I get asked this and I just, if, it depends what their hesitation is I suppose. But from my point of view, if you want to do it, you can do it. The question that I get asked is, ‘When do I choose to have my children?’ That’s what my clinical students say to me and you know, registrars, and so on and so forth and I do, I tend to fall back on the notion that you cannot plan for everything. And I think medicine tends to drive us to be in a position of control and plan, and you know, you’ve got a job plan and you’ve got a discharge plan and you’ve got a management plan and you cannot plan for that. You can’t plan for conception. You can’t plan for complicated pregnancies, you know, the chicken pox, the febrile child, you know, and those are minor complications. Little bumps along the way. So my advice is if you’re thinking of having children, don’t leave it too late. But I don’t mean that in terms of training, I mean that in terms of years.


You know, and I tend to be biological about it. And I say if you start trying to conceive at thirty seven, thirty eight, you know, it’ll be harder than if you’re thirty two. And it’s harder to bring up kiddies, you know, it’s bloody tiring bringing up kiddies. And you know, so if I were to be prescriptive I would say registrar time is the time to do it. But I have colleagues and friends who did it at earlier levels of their training and muddled along.

So Registrar time, before you finished your speciality training?

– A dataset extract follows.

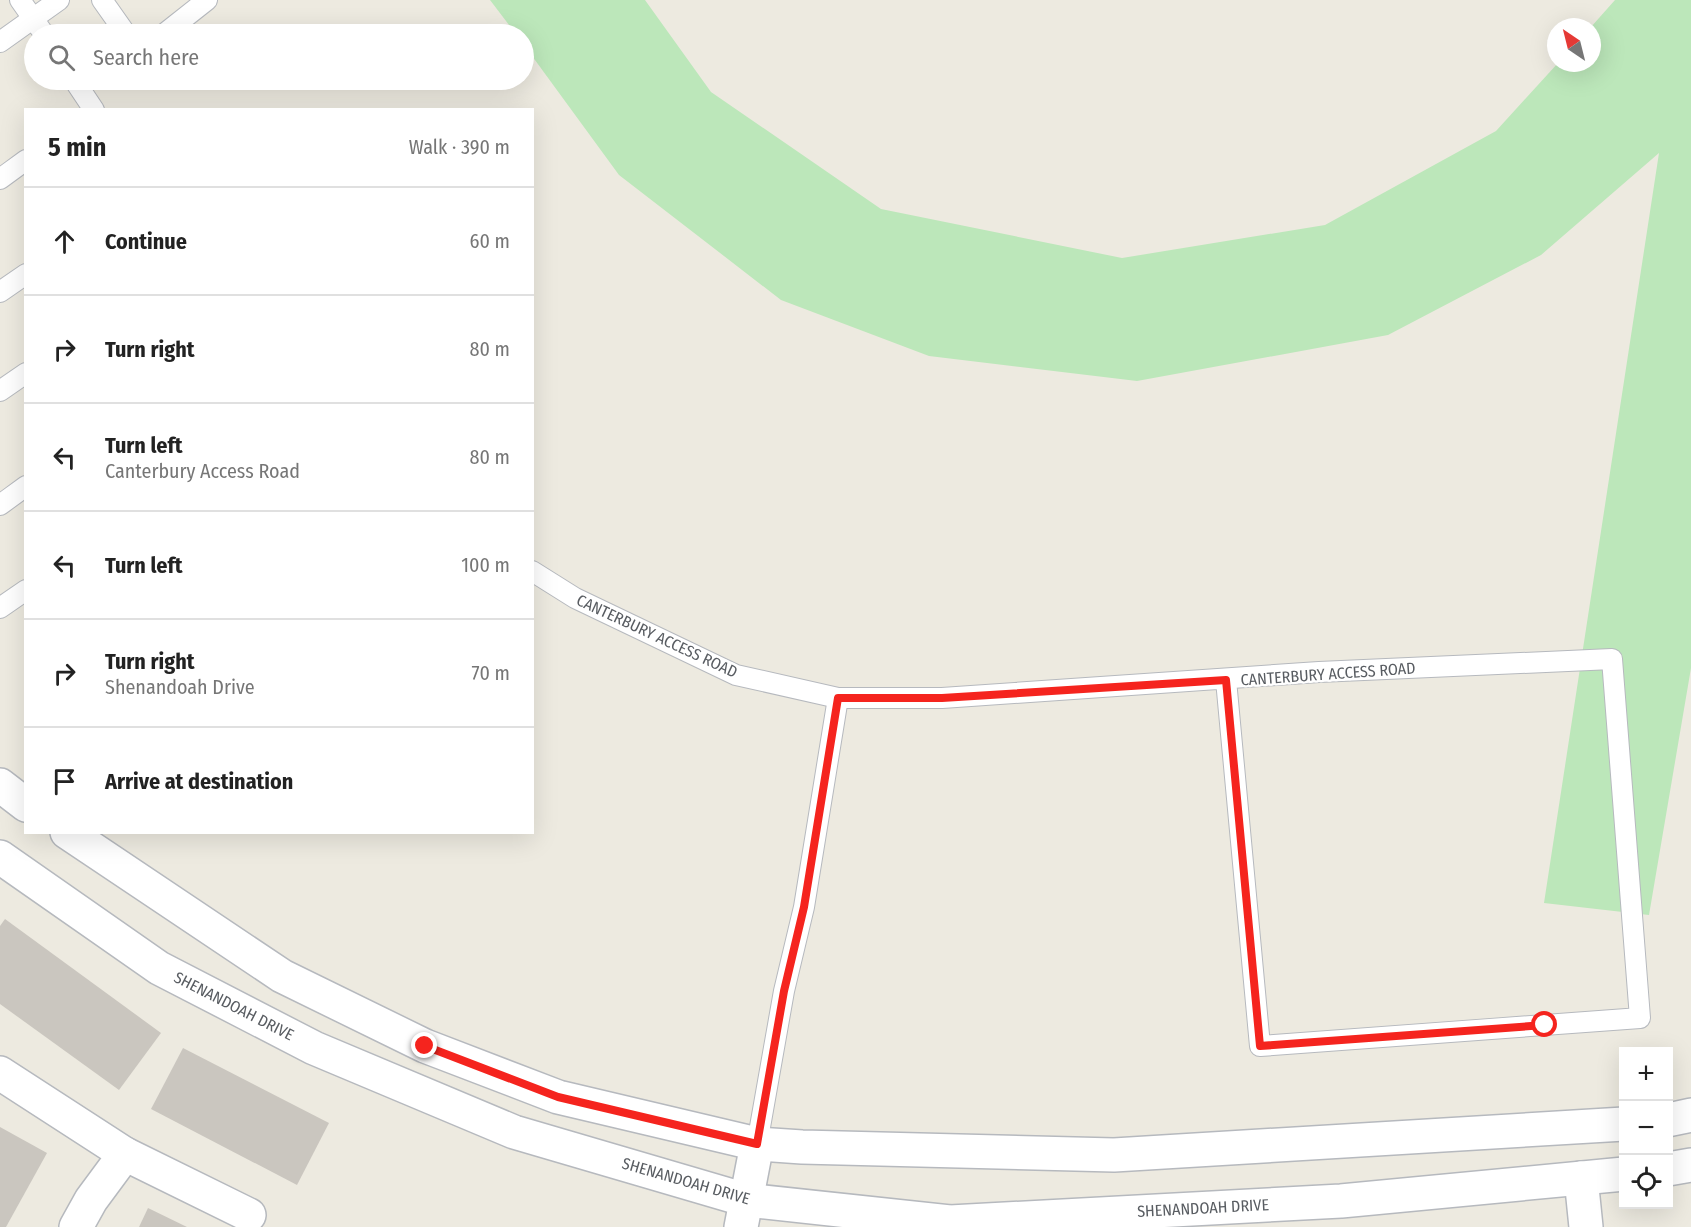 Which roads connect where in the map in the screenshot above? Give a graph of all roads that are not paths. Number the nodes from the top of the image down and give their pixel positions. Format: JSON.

Yes. I think to do it, I would have found it very difficult to do it pre-membership, pre that big professional hurdle. And I would have found diff-, I would have found it difficult to do it at a time when no-one else was doing it. I would have found that difficult, even though, I suppose I didn’t rely on specific individuals or specific mentors, there was a, a general acceptance that that was the time it was going to happen and it wasn’t out of left field. You know, “I’m a clinical student who’s pregnant”. Although we’ve got, you know, we’ve got clinical students who’ve had babies along the way and they will reap a different kind of freedom later on because they’ve had them so much earlier. But you can’t plan for these things and you need, of the internal factors of being a woman in medicine, it’s got to be cutting yourself a bit of slack. It’s got to be, and allowing, allowing for the fact that you can’t plan everything.